Strip the pictures, then copy the remaining data exactly as it stands.

▶ Recorded data
BEGIN

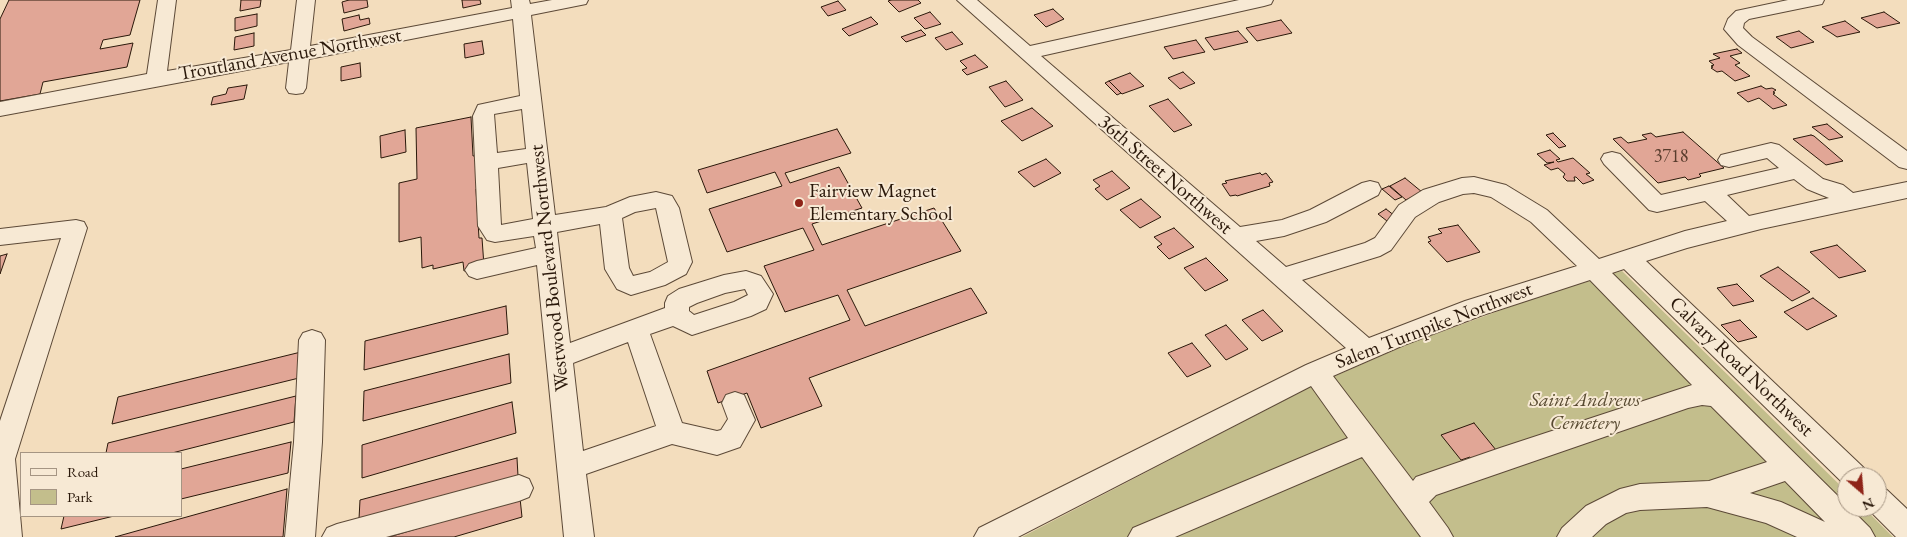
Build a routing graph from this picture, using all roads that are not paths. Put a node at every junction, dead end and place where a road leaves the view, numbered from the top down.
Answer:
1 (167, 0) edge
2 (306, 0) edge
3 (579, 0) edge
4 (966, 0) edge
5 (1264, 0) edge
6 (1815, 0) edge
7 (520, 6) edge
8 (1026, 53) junction
9 (300, 54) junction
10 (156, 79) junction
11 (296, 88) dead end
12 (532, 101) junction
13 (0, 109) edge
14 (538, 154) junction
15 (1612, 159) dead end
16 (1729, 160) dead end
17 (487, 162) junction
18 (1907, 162) edge
19 (1798, 171) junction
20 (1370, 189) dead end
21 (1907, 190) edge
22 (1709, 192) junction
23 (1849, 202) junction
24 (610, 214) dead end
25 (545, 225) junction
26 (1745, 225) junction
27 (1235, 236) junction
28 (0, 237) edge
29 (549, 254) junction
30 (1628, 258) junction
31 (1593, 269) junction
32 (477, 270) dead end
33 (1284, 278) junction
34 (677, 314) dead end
35 (636, 329) junction
36 (312, 340) dead end
37 (1365, 350) junction
38 (560, 357) junction
39 (1315, 372) junction
40 (1718, 395) junction
41 (735, 403) dead end
42 (7, 417) edge
43 (672, 432) junction
44 (1368, 442) junction
45 (0, 459) edge
46 (572, 467) junction
47 (1790, 467) junction
48 (1844, 467) edge
49 (519, 488) dead end
50 (1710, 494) junction
51 (1412, 503) junction
52 (1887, 509) edge
53 (1907, 528) edge
54 (7, 537) edge
55 (300, 537) edge
56 (337, 537) edge
57 (579, 537) edge
58 (989, 537) edge
59 (1143, 537) edge
60 (1438, 537) edge
61 (1572, 537) edge
62 (1828, 537) edge
63 (1860, 537) edge

1 - 10 street
2 - 9 street
3 - 7 street, Troutland Avenue Northwest
4 - 8 street, 36th Street Northwest
5 - 8 street
6 - 18 street
7 - 9 street, Troutland Avenue Northwest
7 - 12 street, Westwood Boulevard Northwest
8 - 27 street, 36th Street Northwest
9 - 10 street, Troutland Avenue Northwest
9 - 11 street
10 - 13 street, Troutland Avenue Northwest
12 - 14 street, Westwood Boulevard Northwest
12 - 17 street
14 - 17 street
14 - 25 street, Westwood Boulevard Northwest
15 - 22 street
16 - 19 street
17 - 25 street
19 - 22 street
19 - 23 street
20 - 27 street
21 - 23 street, Salem Turnpike Northwest
22 - 26 street
23 - 26 street, Salem Turnpike Northwest
24 - 25 street
25 - 29 street, Westwood Boulevard Northwest
26 - 30 street, Salem Turnpike Northwest
27 - 33 street, 36th Street Northwest
28 - 42 street
29 - 32 street
29 - 38 street, Westwood Boulevard Northwest
30 - 31 street, Salem Turnpike Northwest
30 - 48 street, Calvary Road Northwest
31 - 33 street
31 - 37 street, Salem Turnpike Northwest
31 - 40 street
33 - 37 street, 36th Street Northwest
34 - 35 street
35 - 38 street
35 - 43 street
36 - 55 street
37 - 39 street, Salem Turnpike Northwest
38 - 46 street, Westwood Boulevard Northwest
39 - 44 street
39 - 58 street, Salem Turnpike Northwest
40 - 47 street
40 - 51 street
41 - 43 street
42 - 45 street
43 - 46 street
44 - 51 street
44 - 59 street
45 - 54 street
46 - 57 street, Westwood Boulevard Northwest
47 - 50 street
47 - 63 street
49 - 56 street
50 - 61 street
50 - 62 street
51 - 60 street
52 - 53 street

END

▶ Reply
Build a routing graph from this picture, using all roads that are not paths. Put a node at every junction, dead end and place where a road leaves the view, numbered from the top down.
Answer:
1 (167, 0) edge
2 (306, 0) edge
3 (579, 0) edge
4 (966, 0) edge
5 (1264, 0) edge
6 (1815, 0) edge
7 (520, 6) edge
8 (1026, 53) junction
9 (300, 54) junction
10 (156, 79) junction
11 (296, 88) dead end
12 (532, 101) junction
13 (0, 109) edge
14 (538, 154) junction
15 (1612, 159) dead end
16 (1729, 160) dead end
17 (487, 162) junction
18 (1907, 162) edge
19 (1798, 171) junction
20 (1370, 189) dead end
21 (1907, 190) edge
22 (1709, 192) junction
23 (1849, 202) junction
24 (610, 214) dead end
25 (545, 225) junction
26 (1745, 225) junction
27 (1235, 236) junction
28 (0, 237) edge
29 (549, 254) junction
30 (1628, 258) junction
31 (1593, 269) junction
32 (477, 270) dead end
33 (1284, 278) junction
34 (677, 314) dead end
35 (636, 329) junction
36 (312, 340) dead end
37 (1365, 350) junction
38 (560, 357) junction
39 (1315, 372) junction
40 (1718, 395) junction
41 (735, 403) dead end
42 (7, 417) edge
43 (672, 432) junction
44 (1368, 442) junction
45 (0, 459) edge
46 (572, 467) junction
47 (1790, 467) junction
48 (1844, 467) edge
49 (519, 488) dead end
50 (1710, 494) junction
51 (1412, 503) junction
52 (1887, 509) edge
53 (1907, 528) edge
54 (7, 537) edge
55 (300, 537) edge
56 (337, 537) edge
57 (579, 537) edge
58 (989, 537) edge
59 (1143, 537) edge
60 (1438, 537) edge
61 (1572, 537) edge
62 (1828, 537) edge
63 (1860, 537) edge

1 - 10 street
2 - 9 street
3 - 7 street, Troutland Avenue Northwest
4 - 8 street, 36th Street Northwest
5 - 8 street
6 - 18 street
7 - 9 street, Troutland Avenue Northwest
7 - 12 street, Westwood Boulevard Northwest
8 - 27 street, 36th Street Northwest
9 - 10 street, Troutland Avenue Northwest
9 - 11 street
10 - 13 street, Troutland Avenue Northwest
12 - 14 street, Westwood Boulevard Northwest
12 - 17 street
14 - 17 street
14 - 25 street, Westwood Boulevard Northwest
15 - 22 street
16 - 19 street
17 - 25 street
19 - 22 street
19 - 23 street
20 - 27 street
21 - 23 street, Salem Turnpike Northwest
22 - 26 street
23 - 26 street, Salem Turnpike Northwest
24 - 25 street
25 - 29 street, Westwood Boulevard Northwest
26 - 30 street, Salem Turnpike Northwest
27 - 33 street, 36th Street Northwest
28 - 42 street
29 - 32 street
29 - 38 street, Westwood Boulevard Northwest
30 - 31 street, Salem Turnpike Northwest
30 - 48 street, Calvary Road Northwest
31 - 33 street
31 - 37 street, Salem Turnpike Northwest
31 - 40 street
33 - 37 street, 36th Street Northwest
34 - 35 street
35 - 38 street
35 - 43 street
36 - 55 street
37 - 39 street, Salem Turnpike Northwest
38 - 46 street, Westwood Boulevard Northwest
39 - 44 street
39 - 58 street, Salem Turnpike Northwest
40 - 47 street
40 - 51 street
41 - 43 street
42 - 45 street
43 - 46 street
44 - 51 street
44 - 59 street
45 - 54 street
46 - 57 street, Westwood Boulevard Northwest
47 - 50 street
47 - 63 street
49 - 56 street
50 - 61 street
50 - 62 street
51 - 60 street
52 - 53 street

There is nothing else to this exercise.